Well ocnsidering deboned wild bore, deboned lamn, beef liver, and deboned pork, deboned bison and deboned fish -- are those what they're counting fresh meat? There's meals in there -- lamb, herring, and salmon -- but there much further down on the list and there's only three vs six of the "fresh" meat, I believe. So I'd say Orijen has a lot more "fresh" meat than most. (I'd assume Acana, too) I'm impressed they know their product from start to finish also... and know all the ingredients and exactly where they come from. With all that, is it what a dog/cat should be eating? Nope. But sometimes we have to, like I said, pick the lesser of the two evils.


----------



## Caty M

Both are good (at least on paper).. I've never seen Nature's Logic around here. Champion has a good reputation though. I thought you fed raw, though?


----------



## Sheltielover25

Caty M said:


> Both are good (at least on paper).. I've never seen Nature's Logic around here. Champion has a good reputation though. I thought you fed raw, though?

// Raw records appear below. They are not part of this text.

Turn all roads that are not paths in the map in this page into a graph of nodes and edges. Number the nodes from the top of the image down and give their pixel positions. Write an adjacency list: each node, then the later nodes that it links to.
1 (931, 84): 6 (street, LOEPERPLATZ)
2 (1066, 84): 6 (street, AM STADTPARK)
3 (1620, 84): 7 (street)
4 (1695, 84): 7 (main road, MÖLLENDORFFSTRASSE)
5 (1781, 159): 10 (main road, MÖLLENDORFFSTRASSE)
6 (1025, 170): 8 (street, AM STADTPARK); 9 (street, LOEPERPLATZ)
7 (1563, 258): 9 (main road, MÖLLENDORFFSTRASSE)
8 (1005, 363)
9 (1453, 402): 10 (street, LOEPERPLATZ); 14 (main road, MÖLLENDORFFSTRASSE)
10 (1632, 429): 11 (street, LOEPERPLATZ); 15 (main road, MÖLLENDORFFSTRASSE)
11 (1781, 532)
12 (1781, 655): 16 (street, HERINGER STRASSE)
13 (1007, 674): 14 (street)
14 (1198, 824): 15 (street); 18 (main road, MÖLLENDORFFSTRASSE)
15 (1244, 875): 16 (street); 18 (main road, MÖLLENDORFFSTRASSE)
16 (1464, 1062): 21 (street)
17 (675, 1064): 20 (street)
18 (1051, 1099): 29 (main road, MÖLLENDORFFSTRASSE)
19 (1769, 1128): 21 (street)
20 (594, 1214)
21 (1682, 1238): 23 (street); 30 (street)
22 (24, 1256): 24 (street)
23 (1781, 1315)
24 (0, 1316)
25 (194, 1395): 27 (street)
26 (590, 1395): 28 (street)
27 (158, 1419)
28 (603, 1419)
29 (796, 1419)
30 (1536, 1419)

I'm working on training these guys to be quiet in our new apartment so we're feeding Orijen as a treat. I know, I could make dehydrated treats -- and usually do -- but everything is packed in storage for the most part and it's only temporary. They go crazy over it and hush right away if I have them on hand... lol.

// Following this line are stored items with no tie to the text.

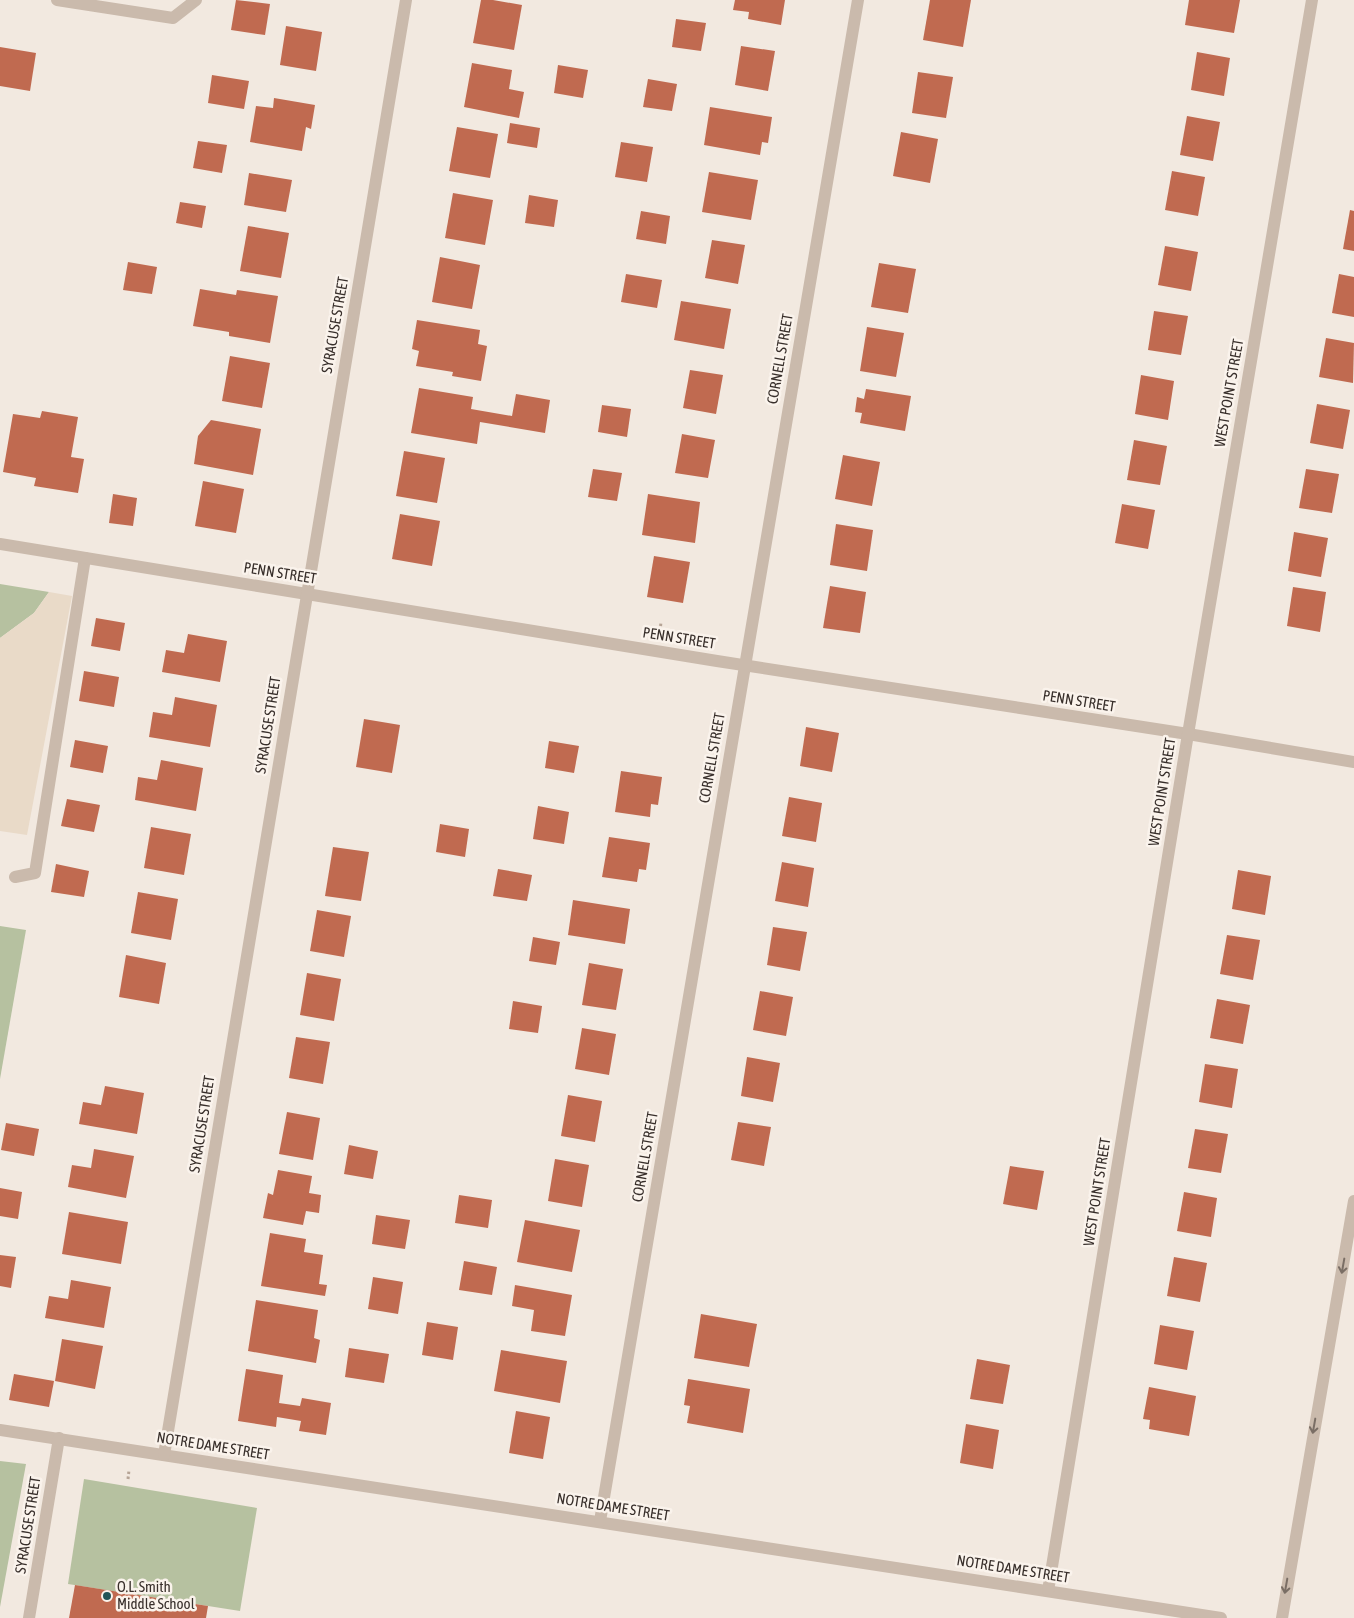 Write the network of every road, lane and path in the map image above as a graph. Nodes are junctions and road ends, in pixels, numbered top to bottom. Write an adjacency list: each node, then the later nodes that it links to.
1 (56, 0): 2 (street)
2 (196, 0)
3 (406, 0): 8 (street, SYRACUSE STREET)
4 (858, 0): 11 (street, CORNELL STREET)
5 (1312, 0): 12 (street, WEST POINT STREET)
6 (0, 544): 7 (street, PENN STREET)
7 (85, 558): 8 (street, PENN STREET); 14 (street)
8 (307, 593): 11 (street, PENN STREET); 18 (street, SYRACUSE STREET)
9 (661, 622): 10 (path)
10 (660, 631)
11 (744, 665): 12 (street, PENN STREET); 21 (street, CORNELL STREET)
12 (1188, 734): 13 (street, PENN STREET); 22 (street, WEST POINT STREET)
13 (1354, 762)
14 (15, 877)
15 (1354, 1201): 25 (street, one-way to 25)
16 (0, 1430): 17 (street, NOTRE DAME STREET)
17 (59, 1438): 18 (street, NOTRE DAME STREET); 23 (street, SYRACUSE STREET)
18 (164, 1455): 21 (street, NOTRE DAME STREET)
19 (129, 1470): 20 (path)
20 (128, 1478)
21 (600, 1522): 22 (street, NOTRE DAME STREET)
22 (1048, 1591): 24 (street, NOTRE DAME STREET)
23 (29, 1618)
24 (1221, 1618)
25 (1282, 1618)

The cat, however, eats kibble full-time so I keep up on it quite a bit.


----------



## PDXdogmom

If you are just handing out kibble as treats, either one would be just fine. You could alternate between the two every other bag. As you note, Orijen lists six meats that are not meals, but only a small percentage of the overall product can come from meats that aren't meals. If only about 3% of the final dry kibble represents fresh meat, you can divide up that % among six different meats or just one meat like chicken. But it will still only represent 3% overall. Orijen has a lot going for it, but high percentages of fresh meat just isn't possible.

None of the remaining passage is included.